The Man Who Laughs eBook

This eBook from the Gutenberg Project consists of approximately 754 pages of information about The Man Who Laughs.

The Man Who Laughs eBook

This eBook from the Gutenberg Project consists of approximately 754 pages of information about The Man Who Laughs.

This connoisseur was suddenly fascinated, and had adopted the Laughing Man.  He did not come every evening, but when he came he led the public—­applause grew into acclamation—­success rose not to the roof, for there was none, but to the clouds, for there were plenty of them.  Which clouds (seeing that there was no roof) sometimes wept over the masterpiece of Ursus.

His enthusiasm caused Ursus to remark this man, and Gwynplaine to observe him.

They had a great friend in this unknown visitor.

Ursus and Gwynplaine wanted to know him; at least, to know who he was.

One evening Ursus was in the side scene, which was the kitchen-door of the Green Box, seeing Master Nicless standing by him, showed him this man in the crowd, and asked him,—­

“Do you know that man?”

“Of course I do.”

“Who is he?”

“A sailor.”

“What is his name?” said Gwynplaine, interrupting.

“Tom-Jim-Jack,” replied the inn-keeper.

Then as he redescended the steps at the back of the Green Box, to enter the inn, Master Nicless let fall this profound reflection, so deep as to be unintelligible,—­

“What a pity that he should not be a lord.  He would make a famous scoundrel.”
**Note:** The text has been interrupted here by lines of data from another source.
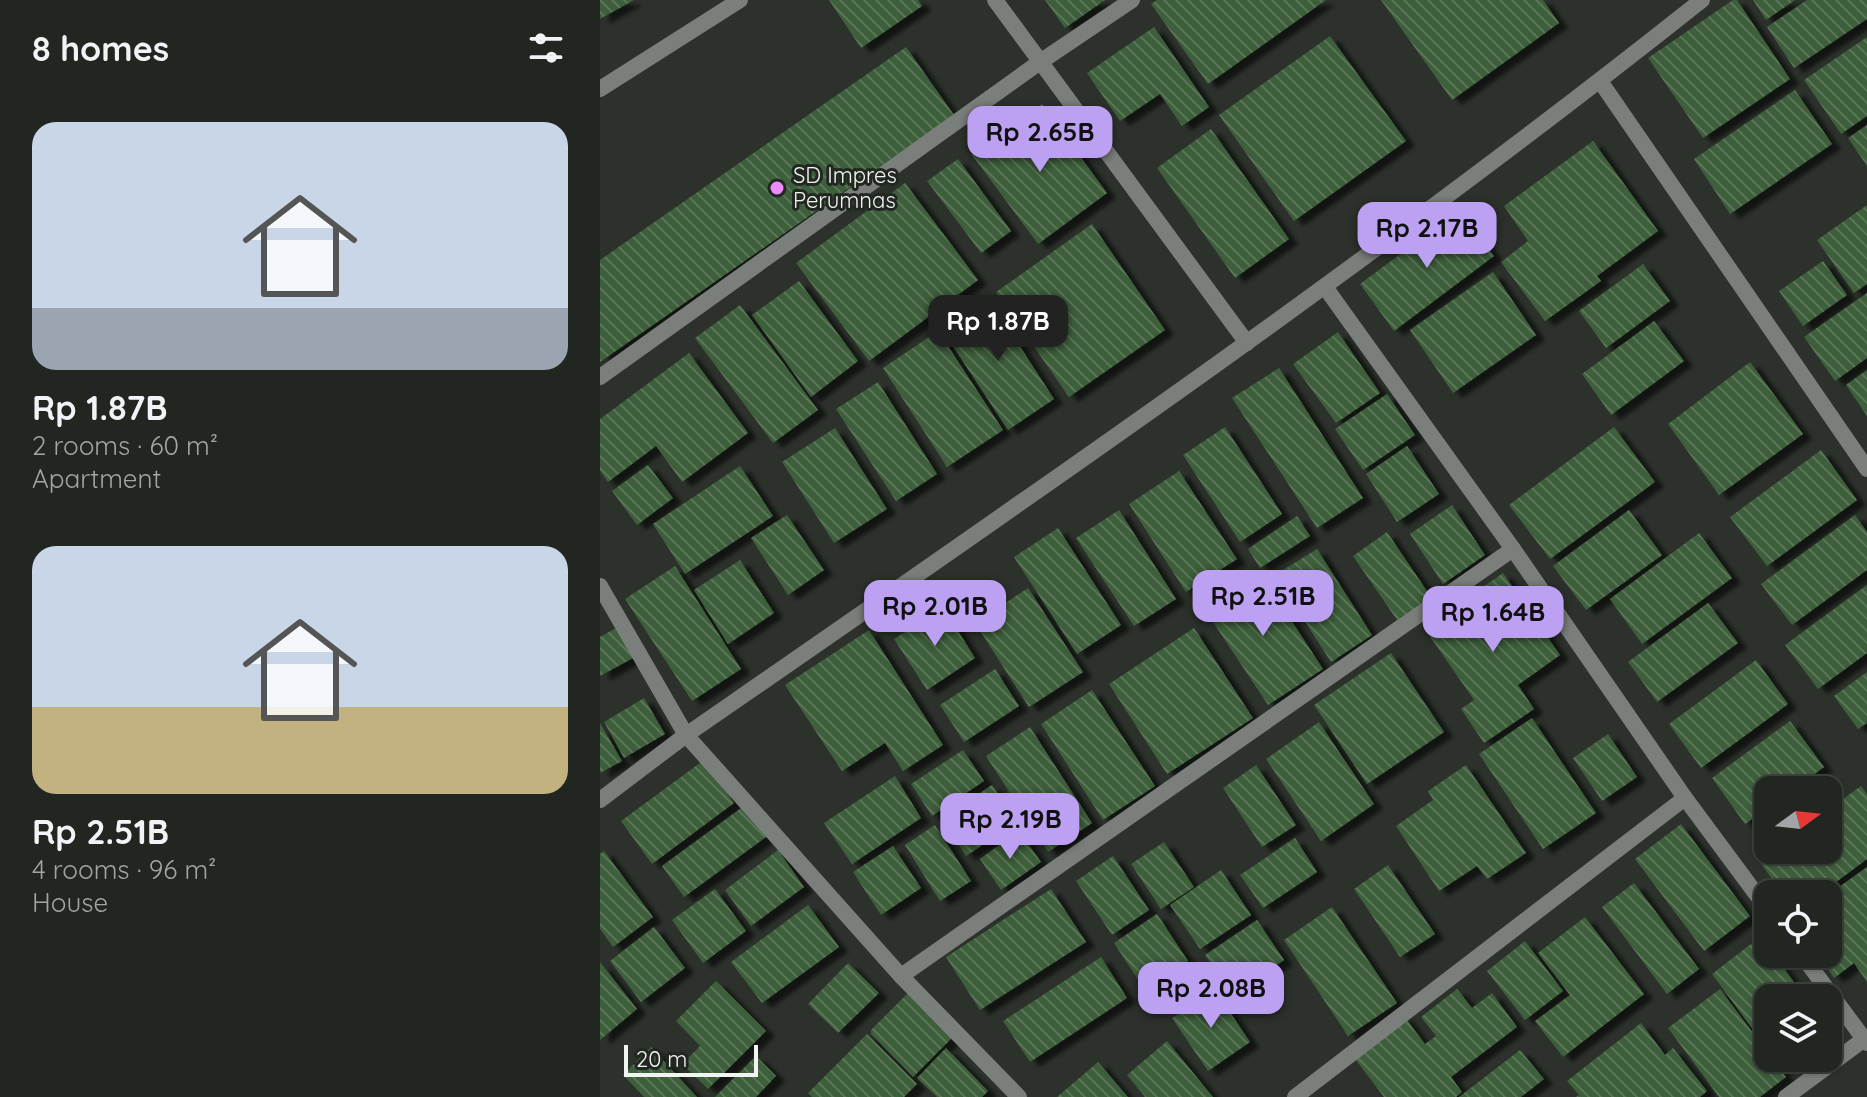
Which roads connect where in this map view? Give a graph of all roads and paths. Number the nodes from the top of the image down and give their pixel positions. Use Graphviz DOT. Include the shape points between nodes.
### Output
graph roads {
  1 [pos="740,0"];
  2 [pos="995,0"];
  3 [pos="1132,0"];
  4 [pos="1702,0"];
  5 [pos="1040,62"];
  6 [pos="1600,81"];
  7 [pos="600,89"];
  8 [pos="1325,287"];
  9 [pos="1247,343"];
  10 [pos="600,377"];
  11 [pos="1867,469"];
  12 [pos="1513,549"];
  13 [pos="600,586"];
  14 [pos="686,735"];
  15 [pos="1685,798"];
  16 [pos="600,800"];
  17 [pos="1754,891"];
  18 [pos="1812,968"];
  19 [pos="901,976"];
  20 [pos="1866,1040"];
  21 [pos="1019,1097"];
  22 [pos="1295,1097"];
  23 [pos="1786,1097"];
  1 -- 7 [label="street"];
  2 -- 5 [label="street"];
  3 -- 5 [label="street"];
  4 -- 6 [label="street"];
  5 -- 9 [label="street"];
  5 -- 10 [label="street"];
  6 -- 8 [label="street"];
  6 -- 11 [label="street"];
  8 -- 9 [label="street"];
  8 -- 12 [label="street"];
  9 -- 14 [label="street"];
  12 -- 15 [label="street"];
  12 -- 19 [label="street"];
  13 -- 14 [label="street"];
  14 -- 16 [label="street"];
  14 -- 19 [label="street"];
  15 -- 17 [label="street"];
  15 -- 22 [label="street"];
  18 -- 20 [label="street"];
  19 -- 21 [label="street"];
  20 -- 23 [label="street"];
}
Otherwise, although established in the tavern, the group in the Green Box had in no way altered their manner of living, and held to their isolated habits.  Except a few words exchanged now and then with the tavern-keeper, they held no communication with any of those who were living, either permanently or temporarily, in the inn; and continued to keep to themselves.

Since they had been at Southwark, Gwynplaine had made it his habit, after the performance and the supper of both family and horses—­when Ursus and Dea had gone to bed in their respective compartments—­to breathe a little the fresh air of the bowling-green, between eleven o’clock and midnight.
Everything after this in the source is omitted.